Description

The prognosis for patients with Waldenstrom's macroglobulinemia can be estimated based on a small number of clinical parameters present at the time of diagnosis. This can help determine which patients may benefit from more or less aggressive therapy. The authors are from Northern Italy (Pavia, Varese, and Piacenza and Cremona).


 

Patient selection:

(1) Patients were previously untreated.

(2) Parameters were those present at the time of diagnosis.

(3) The authors stressed the importance in excluding patients with MGUS from the study set, since this group would have a better survival and thereby bias the findings.

 

Parameters identified with multivariate analysis:

(1) age

(2) change in weight

(3) hemoglobin

(4) cryoglobulinemia

 

Other factors identified in univariate analysis:

(1) platelet count (< or >= 120,000 per µL)

(2) red blood cells in urine (no or increased numbers)

(3) erythrocyte sedimentation rate (< or >= 110 mm in first hour)

Parameter

Finding

Points

age of patient

< 70 years

0

 

>= 70 years

1

weight

stable or gain

0

 

loss of 3 kg or more during prior 6 months

1

hemoglobin

>= 9 g/dL

0

 

< 9 g/dL

1

cryoglobulinemia

absent

0

 

present

1

 

prognostic score =

= SUM(points for the 4 parameters)

 

Interpretation:

• minimum score: 0

• maximum score: 4

 

Score

Risk Group

Median Survival

10 year survival

0 or 1

Better

84 months

38%

2, 3 or 4

Worse

52 months

17%

using data in Figure 2, page 2942

 

The patients were also analyzed using 60 as the discriminant age.

 

Age

Other Risk Factors

Median Survival

10 year survival

<= 60

0 or 1

84 months

30%

 

2 or 3

48 months

18%

> 60

0

136 months

80%

 

1, 2 or 3

46 months

5%

using data in Figure 4, page 2943

 

Limitations:

• The article is somewhat confusing in its dealing with age, first identifying 70 years as a key age then switching discussion to 60 years (presumably for comparison with the study of Facon et al in J Clin Oncol 1993; 11: 1553). This still leaves patients 60-70 years of age in a sort of limbo.

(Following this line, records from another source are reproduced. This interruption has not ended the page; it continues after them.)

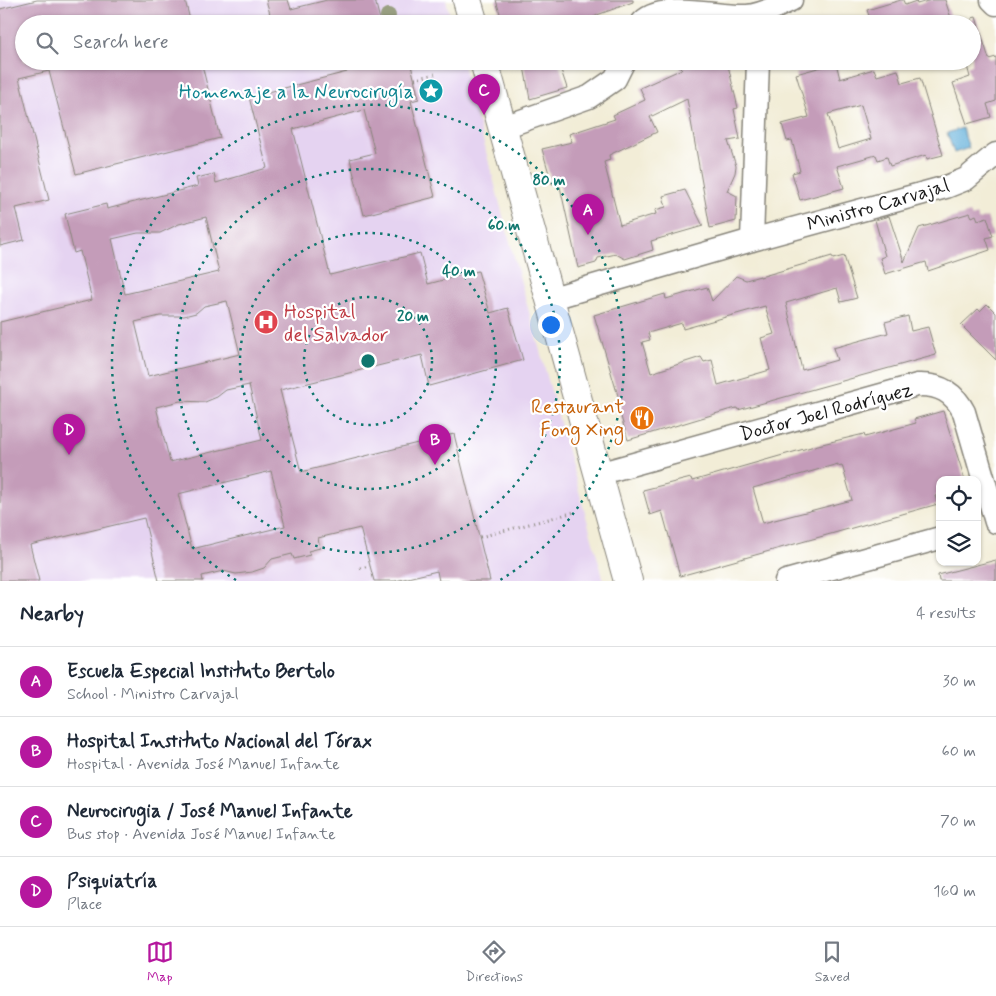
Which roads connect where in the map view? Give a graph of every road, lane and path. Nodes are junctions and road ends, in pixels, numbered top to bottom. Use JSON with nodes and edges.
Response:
{"nodes":[{"id":1,"x":467,"y":0,"type":"edge"},
{"id":2,"x":791,"y":0,"type":"edge"},
{"id":3,"x":992,"y":0,"type":"edge"},
{"id":4,"x":996,"y":4,"type":"edge"},
{"id":5,"x":471,"y":15,"type":"edge"},
{"id":6,"x":649,"y":15,"type":"edge"},
{"id":7,"x":732,"y":15,"type":"edge"},
{"id":8,"x":765,"y":15,"type":"edge"},
{"id":9,"x":486,"y":70,"type":"edge"},
{"id":10,"x":620,"y":70,"type":"edge"},
{"id":11,"x":758,"y":70,"type":"edge"},
{"id":12,"x":435,"y":74,"type":"dead end"},
{"id":13,"x":415,"y":79,"type":"dead end"},
{"id":14,"x":501,"y":128,"type":"junction"},
{"id":15,"x":996,"y":154,"type":"edge"},
{"id":16,"x":752,"y":240,"type":"junction"},
{"id":17,"x":549,"y":299,"type":"junction"},
{"id":18,"x":598,"y":474,"type":"junction"},
{"id":19,"x":575,"y":512,"type":"dead end"},
{"id":20,"x":996,"y":522,"type":"edge"},
{"id":21,"x":981,"y":526,"type":"edge"},
{"id":22,"x":480,"y":537,"type":"dead end"},
{"id":23,"x":936,"y":539,"type":"edge"},
{"id":24,"x":370,"y":566,"type":"dead end"},
{"id":25,"x":360,"y":568,"type":"dead end"},
{"id":26,"x":628,"y":581,"type":"edge"},
{"id":27,"x":786,"y":581,"type":"edge"}],
"edges":[{"from":1,"to":5,"type":"street"},
{"from":2,"to":8,"type":"street"},
{"from":3,"to":4,"type":"street"},
{"from":6,"to":7,"type":"street"},
{"from":9,"to":14,"type":"street"},
{"from":10,"to":14,"type":"street"},
{"from":11,"to":16,"type":"street"},
{"from":12,"to":13,"type":"path"},
{"from":14,"to":17,"type":"street"},
{"from":15,"to":16,"type":"street","name":"Ministro Carvajal"},
{"from":16,"to":17,"type":"street","name":"Ministro Carvajal"},
{"from":17,"to":18,"type":"street"},
{"from":18,"to":20,"type":"street","name":"Doctor Joel Rodríguez"},
{"from":18,"to":26,"type":"street"},
{"from":19,"to":22,"type":"path"},
{"from":20,"to":21,"type":"street"},
{"from":23,"to":27,"type":"street"},
{"from":24,"to":25,"type":"path"}]}
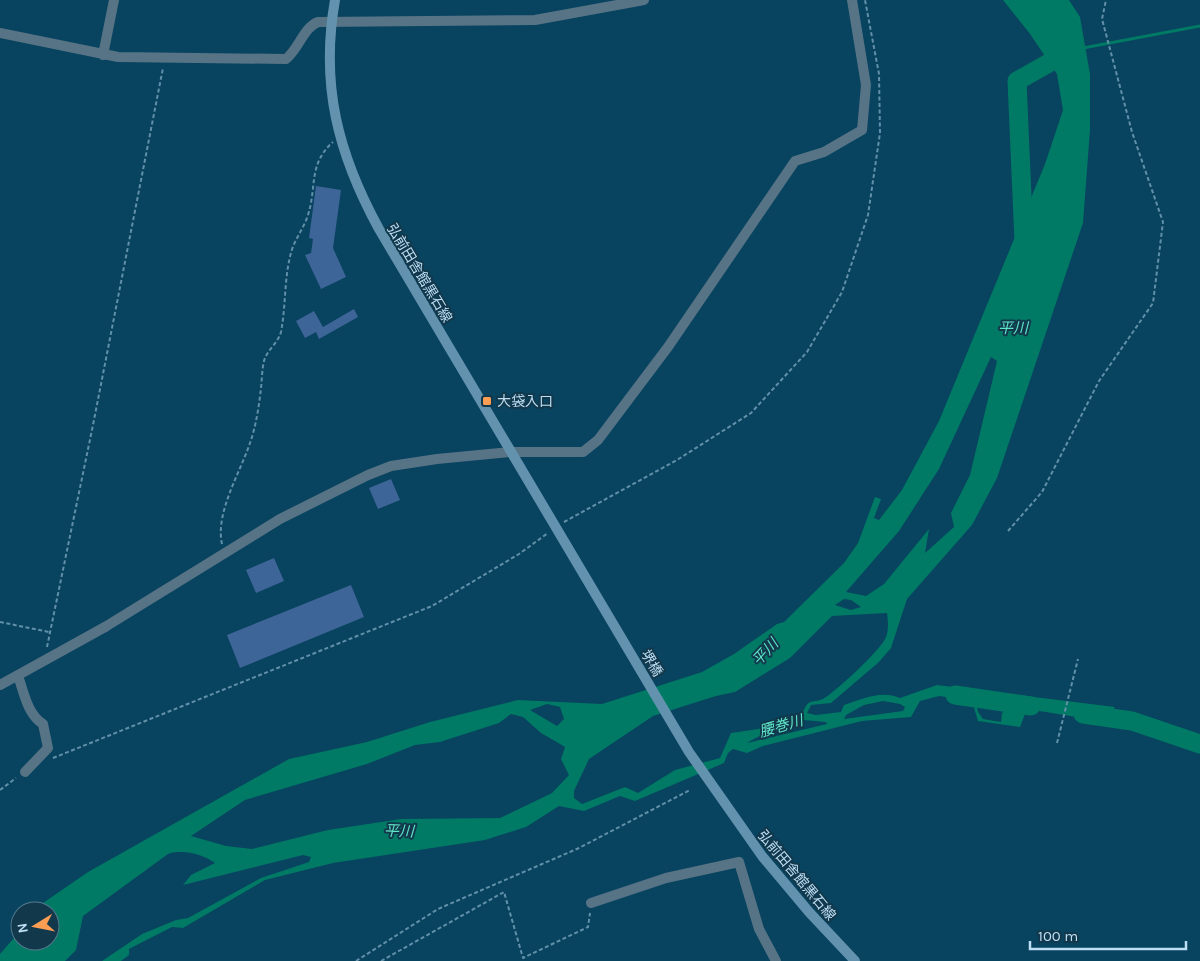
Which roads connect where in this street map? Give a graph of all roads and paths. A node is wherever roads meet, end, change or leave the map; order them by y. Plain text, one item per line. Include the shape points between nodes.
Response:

• The survival curves for the better prognostic group show precipitous drops after 120 months, which could reflect older patients dying of unrelated causes.

• On page 2941 column 2, referring to Figure 4: "patients with no more than one unfavorable factor (of the 3 remaining after the exclusion of age) clearly did worse than the other 49 with at least 2 unfavorable parameters." Figure 4 shows the exact opposite.